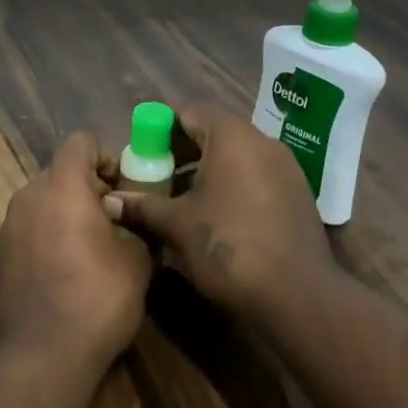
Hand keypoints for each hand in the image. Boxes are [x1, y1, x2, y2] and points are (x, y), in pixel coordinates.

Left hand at [0, 132, 152, 368]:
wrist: (43, 353)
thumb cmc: (98, 297)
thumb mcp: (137, 259)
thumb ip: (134, 226)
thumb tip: (128, 222)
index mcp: (62, 186)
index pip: (81, 142)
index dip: (107, 157)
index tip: (126, 186)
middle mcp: (28, 196)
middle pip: (61, 172)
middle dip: (89, 187)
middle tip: (116, 219)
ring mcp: (8, 226)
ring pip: (43, 202)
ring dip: (68, 213)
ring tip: (94, 247)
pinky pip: (30, 230)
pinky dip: (49, 236)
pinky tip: (68, 270)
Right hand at [111, 103, 333, 321]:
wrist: (297, 296)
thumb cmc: (228, 246)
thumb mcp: (176, 225)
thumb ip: (142, 206)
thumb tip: (109, 201)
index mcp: (232, 137)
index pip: (189, 111)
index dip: (159, 126)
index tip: (139, 148)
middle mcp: (262, 142)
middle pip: (212, 132)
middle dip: (179, 151)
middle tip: (153, 175)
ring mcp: (285, 168)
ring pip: (235, 156)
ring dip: (203, 171)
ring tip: (177, 199)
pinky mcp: (296, 195)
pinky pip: (254, 176)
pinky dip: (229, 186)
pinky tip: (211, 216)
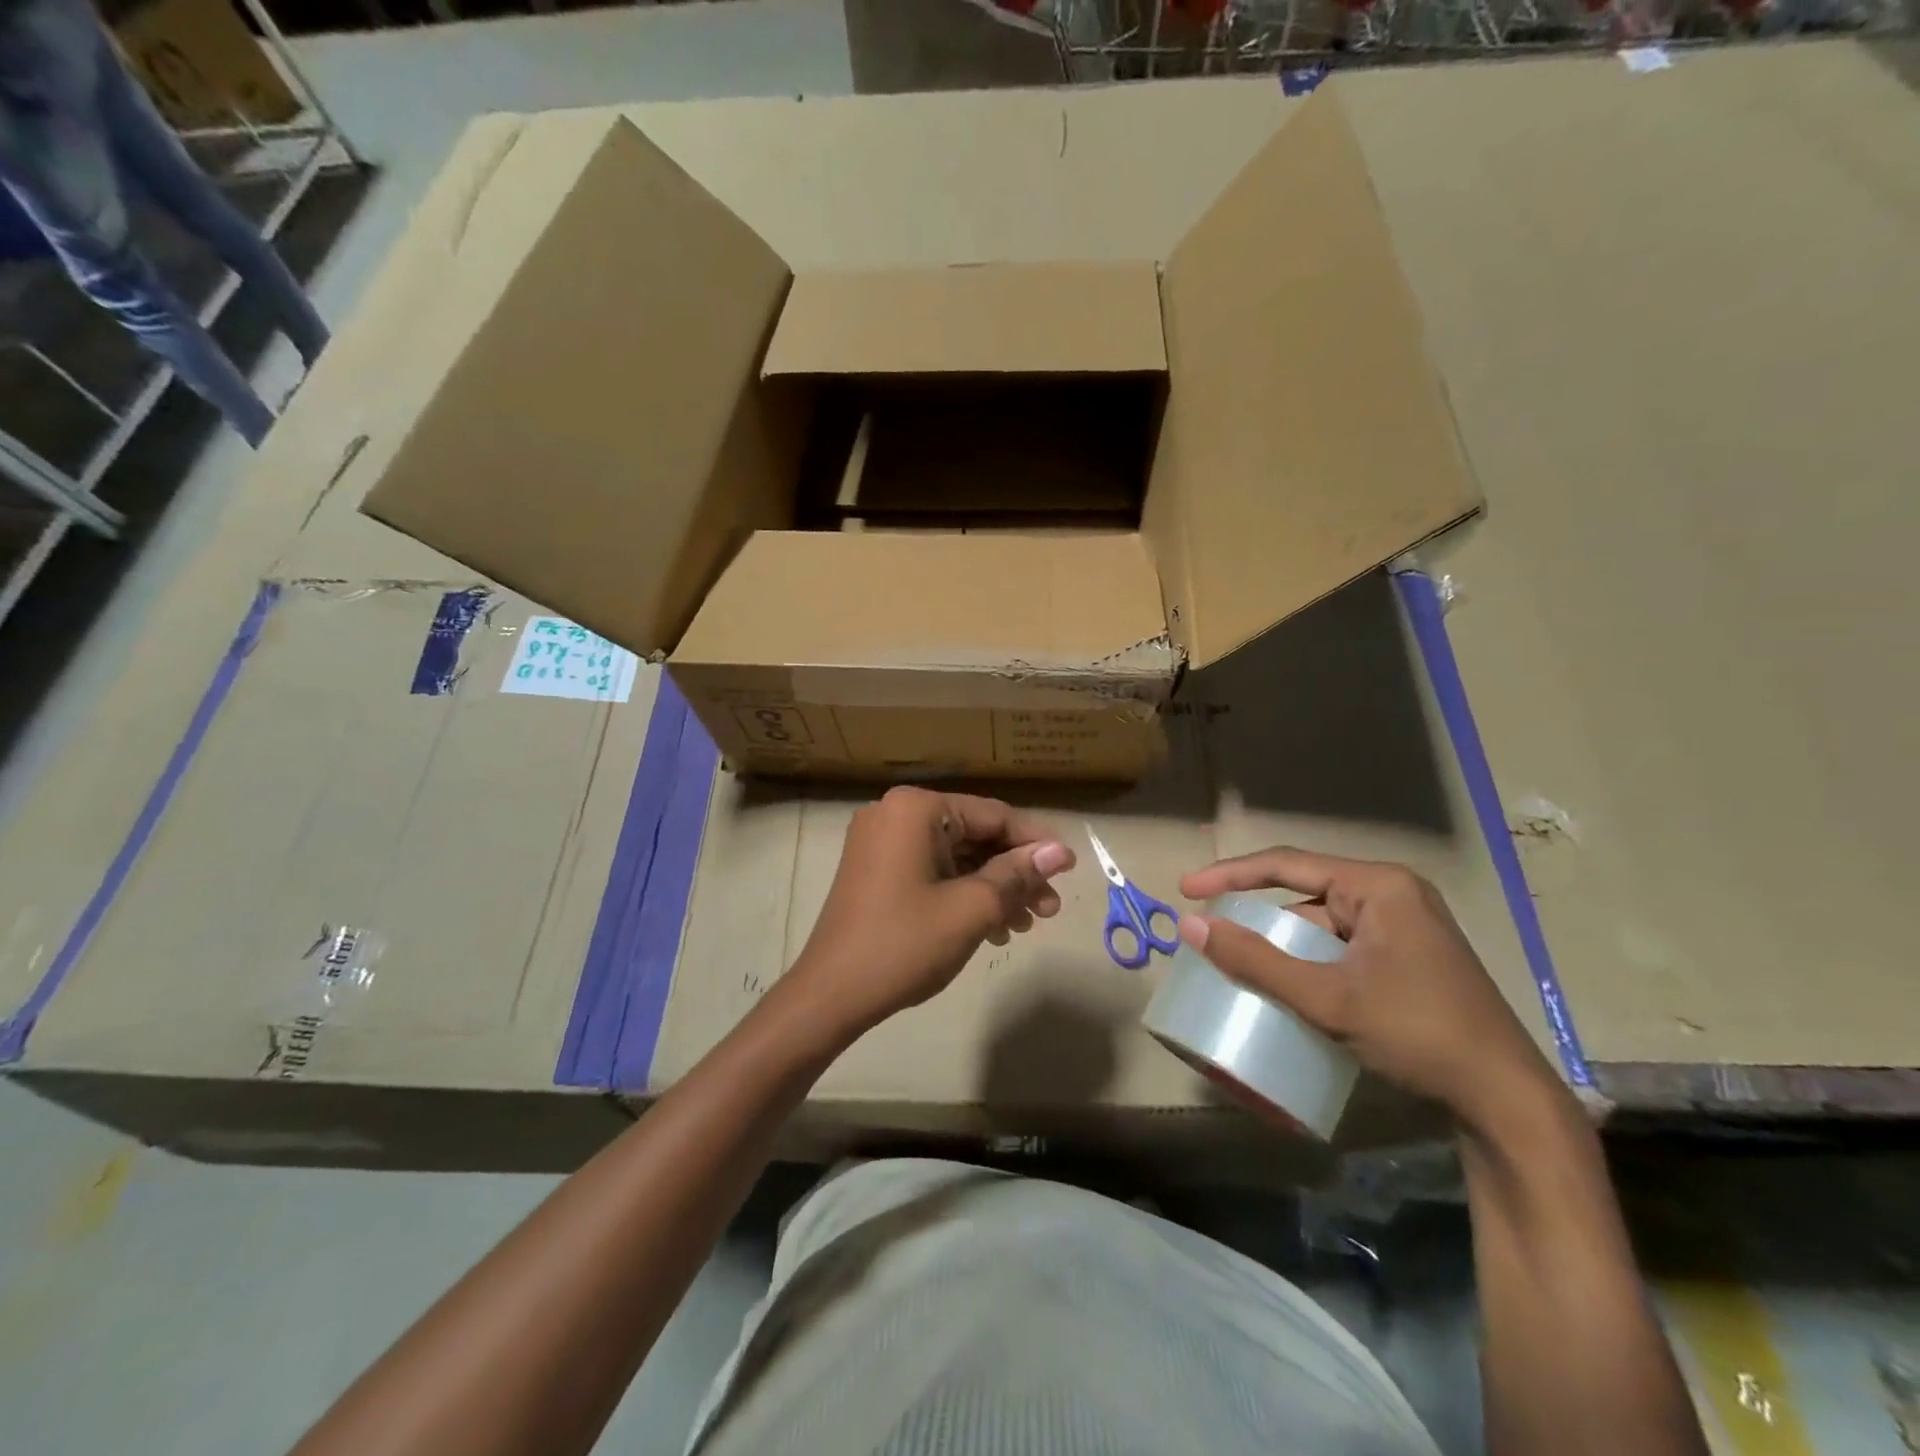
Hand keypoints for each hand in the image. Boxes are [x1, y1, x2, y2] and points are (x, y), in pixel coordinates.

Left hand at [785, 787, 1074, 1039]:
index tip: (1069, 870)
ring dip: (993, 888)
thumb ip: (1017, 874)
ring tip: (1025, 925)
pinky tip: (992, 928)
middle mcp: (897, 814)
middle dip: (1015, 873)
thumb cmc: (904, 944)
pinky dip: (963, 894)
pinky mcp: (877, 870)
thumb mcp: (971, 908)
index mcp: (916, 809)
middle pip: (974, 836)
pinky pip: (932, 871)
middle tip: (1049, 909)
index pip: (993, 816)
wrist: (830, 994)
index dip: (1035, 843)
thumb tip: (1061, 852)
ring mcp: (882, 842)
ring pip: (956, 857)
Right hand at [1178, 848, 1566, 1133]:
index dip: (1230, 875)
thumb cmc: (1418, 1034)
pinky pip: (1342, 946)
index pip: (1286, 864)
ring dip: (1283, 941)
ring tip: (1241, 961)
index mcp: (1379, 886)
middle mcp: (1393, 896)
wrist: (1508, 1102)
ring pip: (1323, 923)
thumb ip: (1256, 960)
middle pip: (1306, 891)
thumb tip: (1188, 925)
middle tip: (1212, 931)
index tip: (1186, 890)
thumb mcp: (1327, 998)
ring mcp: (1405, 928)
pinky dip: (1309, 960)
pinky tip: (1287, 983)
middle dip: (1257, 911)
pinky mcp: (1408, 959)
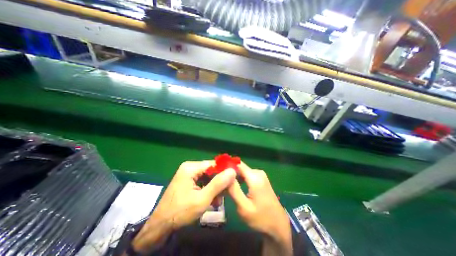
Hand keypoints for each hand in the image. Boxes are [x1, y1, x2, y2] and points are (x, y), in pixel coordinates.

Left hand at [131, 161, 234, 252]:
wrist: (160, 226)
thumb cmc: (180, 212)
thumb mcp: (202, 199)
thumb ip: (218, 184)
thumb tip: (232, 170)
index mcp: (191, 167)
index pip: (213, 164)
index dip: (224, 170)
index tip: (234, 179)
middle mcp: (190, 167)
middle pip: (211, 170)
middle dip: (219, 182)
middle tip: (225, 193)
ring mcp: (188, 174)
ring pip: (208, 177)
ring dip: (214, 187)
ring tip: (218, 200)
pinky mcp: (188, 180)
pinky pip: (203, 181)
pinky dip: (208, 189)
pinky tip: (211, 199)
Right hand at [227, 163, 291, 254]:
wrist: (278, 225)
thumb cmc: (261, 219)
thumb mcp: (244, 207)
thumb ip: (234, 190)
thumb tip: (225, 175)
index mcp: (255, 177)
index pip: (237, 164)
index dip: (227, 166)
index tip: (217, 172)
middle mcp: (258, 172)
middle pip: (240, 167)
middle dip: (230, 173)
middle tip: (220, 182)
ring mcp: (260, 175)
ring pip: (243, 171)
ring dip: (234, 176)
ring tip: (225, 185)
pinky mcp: (261, 178)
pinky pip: (247, 175)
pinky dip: (240, 179)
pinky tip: (234, 186)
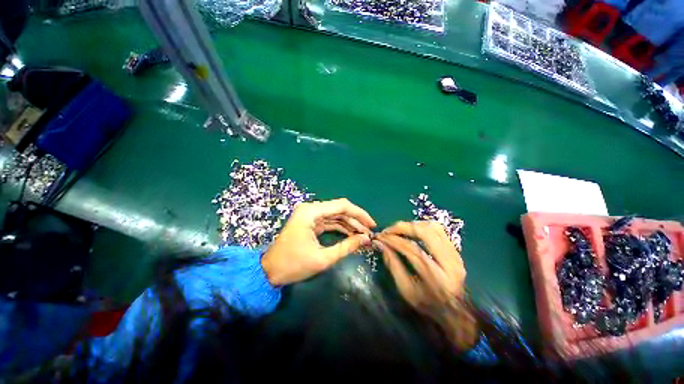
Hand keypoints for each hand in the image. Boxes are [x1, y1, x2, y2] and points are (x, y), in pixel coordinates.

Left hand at [262, 198, 375, 285]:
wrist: (269, 271)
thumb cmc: (293, 265)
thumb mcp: (323, 258)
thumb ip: (346, 247)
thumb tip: (366, 239)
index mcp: (311, 212)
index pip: (341, 206)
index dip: (359, 213)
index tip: (372, 224)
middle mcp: (311, 209)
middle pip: (339, 209)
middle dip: (356, 220)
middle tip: (369, 232)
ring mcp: (310, 215)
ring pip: (336, 215)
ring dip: (350, 224)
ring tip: (363, 235)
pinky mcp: (311, 222)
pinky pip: (330, 221)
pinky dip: (341, 227)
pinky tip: (352, 234)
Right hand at [376, 221, 476, 349]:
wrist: (456, 311)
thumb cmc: (427, 303)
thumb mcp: (406, 290)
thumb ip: (393, 265)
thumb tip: (380, 244)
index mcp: (436, 277)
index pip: (412, 250)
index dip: (393, 240)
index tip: (380, 237)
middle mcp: (449, 262)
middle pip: (425, 232)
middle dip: (403, 227)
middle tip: (388, 230)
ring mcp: (455, 254)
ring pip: (433, 227)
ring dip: (412, 225)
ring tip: (398, 230)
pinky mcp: (455, 249)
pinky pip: (438, 229)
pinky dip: (421, 226)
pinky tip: (411, 230)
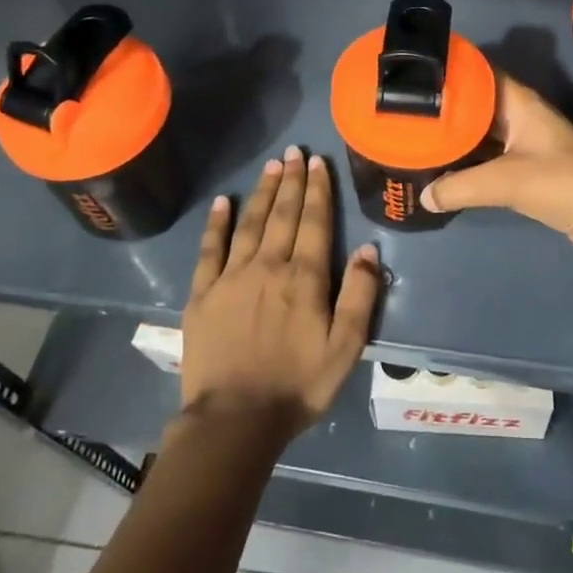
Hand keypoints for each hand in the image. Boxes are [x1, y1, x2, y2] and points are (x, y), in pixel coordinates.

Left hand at [180, 145, 382, 440]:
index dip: (317, 190)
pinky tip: (222, 203)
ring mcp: (231, 277)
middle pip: (282, 214)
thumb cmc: (297, 386)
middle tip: (295, 152)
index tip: (318, 163)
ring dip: (261, 192)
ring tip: (271, 166)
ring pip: (249, 223)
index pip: (314, 222)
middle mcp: (268, 266)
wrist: (235, 420)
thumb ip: (360, 295)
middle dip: (291, 180)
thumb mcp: (345, 347)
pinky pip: (209, 249)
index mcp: (304, 278)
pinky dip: (216, 224)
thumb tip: (369, 250)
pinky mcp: (203, 294)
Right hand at [420, 75, 572, 262]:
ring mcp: (524, 146)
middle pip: (475, 106)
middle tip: (403, 113)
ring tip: (413, 141)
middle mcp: (521, 118)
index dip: (449, 71)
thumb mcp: (507, 182)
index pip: (479, 74)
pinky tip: (441, 173)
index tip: (412, 73)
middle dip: (444, 110)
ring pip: (480, 136)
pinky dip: (467, 166)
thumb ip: (461, 187)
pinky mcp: (527, 173)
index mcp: (520, 103)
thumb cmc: (565, 184)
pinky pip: (488, 162)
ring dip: (454, 140)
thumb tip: (424, 196)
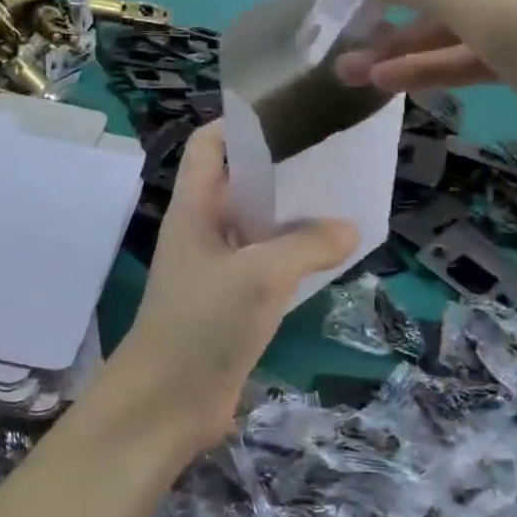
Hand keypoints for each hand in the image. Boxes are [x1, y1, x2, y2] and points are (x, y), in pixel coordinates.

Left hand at [109, 125, 355, 457]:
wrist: (167, 403)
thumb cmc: (203, 323)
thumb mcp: (260, 275)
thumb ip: (307, 244)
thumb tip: (349, 227)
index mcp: (195, 208)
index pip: (211, 145)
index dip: (242, 123)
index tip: (291, 113)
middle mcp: (203, 230)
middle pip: (242, 185)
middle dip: (284, 171)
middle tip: (336, 158)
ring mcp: (216, 269)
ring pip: (258, 229)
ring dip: (293, 218)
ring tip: (346, 201)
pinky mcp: (231, 304)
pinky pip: (266, 267)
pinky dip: (293, 257)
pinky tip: (331, 256)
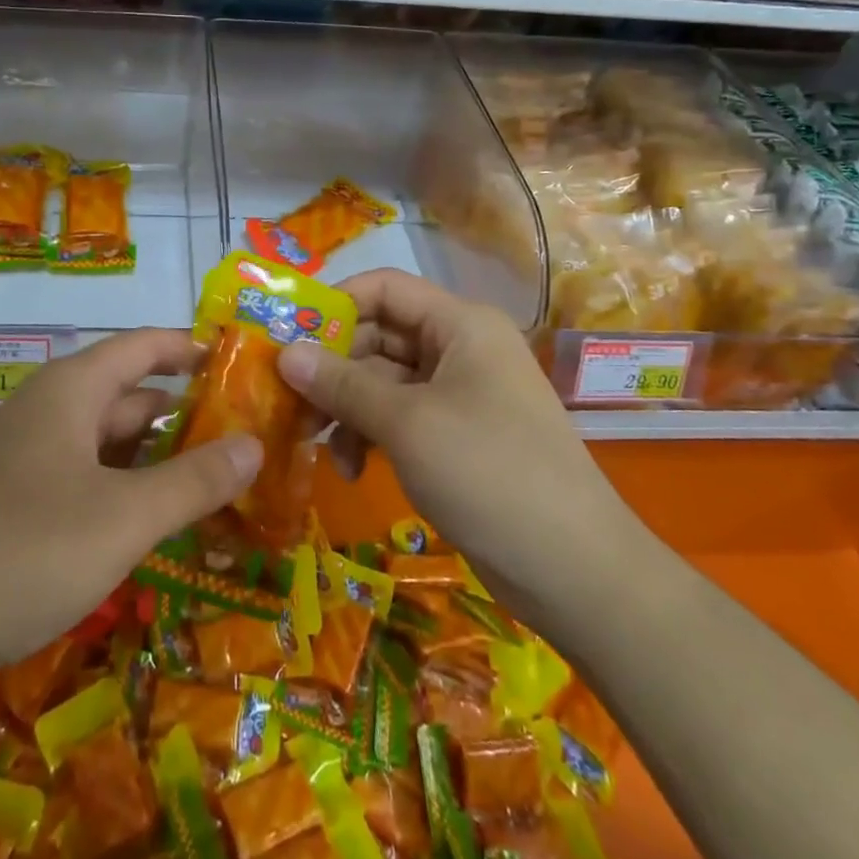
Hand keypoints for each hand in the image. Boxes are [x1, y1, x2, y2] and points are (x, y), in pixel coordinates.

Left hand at [0, 329, 261, 686]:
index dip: (192, 348)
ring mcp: (23, 458)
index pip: (144, 345)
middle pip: (127, 396)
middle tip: (244, 437)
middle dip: (183, 414)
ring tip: (211, 482)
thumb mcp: (123, 517)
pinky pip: (80, 479)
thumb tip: (254, 444)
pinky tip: (147, 525)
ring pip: (104, 444)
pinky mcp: (8, 503)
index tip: (240, 363)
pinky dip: (120, 490)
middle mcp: (46, 411)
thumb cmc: (23, 550)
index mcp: (71, 390)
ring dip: (154, 459)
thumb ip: (194, 481)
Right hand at [276, 269, 635, 605]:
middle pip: (379, 336)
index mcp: (460, 324)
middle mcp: (459, 348)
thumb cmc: (488, 473)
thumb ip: (342, 384)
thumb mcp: (407, 423)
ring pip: (383, 381)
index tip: (287, 335)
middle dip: (333, 367)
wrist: (574, 571)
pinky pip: (399, 418)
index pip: (385, 287)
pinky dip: (371, 435)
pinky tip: (353, 470)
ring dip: (347, 408)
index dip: (335, 303)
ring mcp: (459, 395)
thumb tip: (284, 352)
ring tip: (316, 444)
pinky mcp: (455, 436)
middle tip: (290, 400)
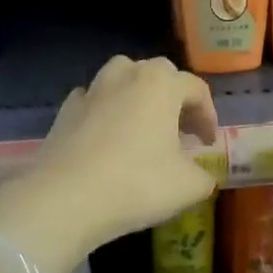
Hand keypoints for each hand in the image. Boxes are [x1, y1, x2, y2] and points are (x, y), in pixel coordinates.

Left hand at [0, 56, 218, 272]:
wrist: (65, 199)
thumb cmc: (136, 184)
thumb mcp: (188, 186)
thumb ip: (202, 176)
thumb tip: (200, 175)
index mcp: (161, 85)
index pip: (196, 88)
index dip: (208, 115)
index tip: (207, 143)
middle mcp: (126, 76)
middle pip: (158, 73)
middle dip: (174, 97)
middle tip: (180, 129)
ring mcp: (91, 90)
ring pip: (122, 76)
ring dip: (137, 94)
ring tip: (143, 124)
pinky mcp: (65, 111)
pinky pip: (93, 99)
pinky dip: (105, 110)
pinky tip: (107, 134)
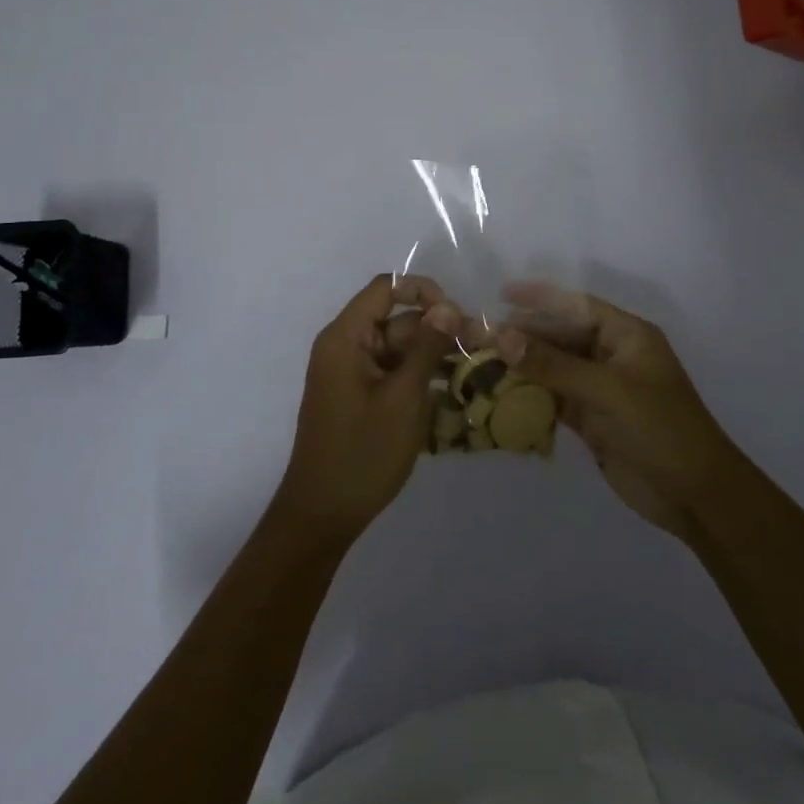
____
# [EXERCISE GOAL]
Print exactly the lines above that run from the one with "pinky tip: (211, 216)" down to the one with "pinky tip: (234, 186)", and omit the pictures.

# [FINAL ANSWER]
pinky tip: (211, 216)
Hand keypoints for each hand in the image. Boxes are [x1, y1, x2, y2] and points are (x, y), in pixel coordinates.

Left hand at [785, 787, 1074, 1039]:
index tip: (1069, 870)
ring dip: (993, 888)
thumb ip: (1017, 874)
ring tip: (1025, 925)
pinky tip: (992, 928)
middle mcp: (897, 814)
middle dip: (1015, 873)
thumb cmc: (904, 944)
pinky dip: (963, 894)
pinky mcp: (877, 870)
thumb mcp: (971, 908)
index mcp: (916, 809)
middle pip: (974, 836)
pinky pip: (932, 871)
middle tip: (1049, 909)
index pip: (993, 816)
wrist: (830, 994)
index dip: (1035, 843)
thumb tip: (1061, 852)
ring mcp: (882, 842)
ring pip: (956, 857)
Right hand at [1178, 848, 1566, 1133]:
index dip: (1230, 875)
thumb cmc: (1418, 1034)
pinky pip: (1342, 946)
index pip: (1286, 864)
ring dip: (1283, 941)
ring tip: (1241, 961)
index mcp: (1379, 886)
middle mcp: (1393, 896)
wrist: (1508, 1102)
ring pip: (1323, 923)
thumb ip: (1256, 960)
middle pip: (1306, 891)
thumb tip: (1188, 925)
middle tip: (1212, 931)
index tip: (1186, 890)
thumb mcp: (1327, 998)
ring mcp: (1405, 928)
pinky dip: (1309, 960)
pinky tip: (1287, 983)
middle dip: (1257, 911)
pinky mcp: (1408, 959)
Hand keypoints for each hand in the image. Boxes are [x1, y1, x2, y2] and points are (x, y), in pixel coordinates.

Left hand at [131, 161, 234, 252]:
wrist: (160, 226)
thumb cmc: (180, 212)
thumb mcp: (202, 199)
thumb ip: (218, 184)
thumb tip: (232, 170)
index mcp: (191, 167)
index pip: (213, 164)
index dip: (224, 170)
index tip: (234, 179)
middle mcp: (190, 167)
middle pip: (211, 170)
middle dip: (219, 182)
middle tip: (225, 193)
ring mcp: (188, 174)
ring pip: (208, 177)
ring dip: (214, 187)
ring tip: (218, 200)
pinky mcp: (188, 180)
pinky pip: (203, 181)
pinky dip: (208, 189)
pinky tip: (211, 199)
Right hand at [227, 163, 291, 254]:
wrist: (278, 225)
thumb cmc: (261, 219)
thumb mcp: (244, 207)
thumb ip: (234, 190)
thumb tip: (225, 175)
index mcp: (255, 177)
index pip: (237, 164)
index dip: (227, 166)
index tip: (217, 172)
middle mcp: (258, 172)
middle pip: (240, 167)
middle dip: (230, 173)
middle tip: (220, 182)
ring mcp: (260, 175)
ring pip: (243, 171)
ring dip: (234, 176)
ring tip: (225, 185)
pinky mcp: (261, 178)
pinky pip: (247, 175)
pinky dip: (240, 179)
pinky tip: (234, 186)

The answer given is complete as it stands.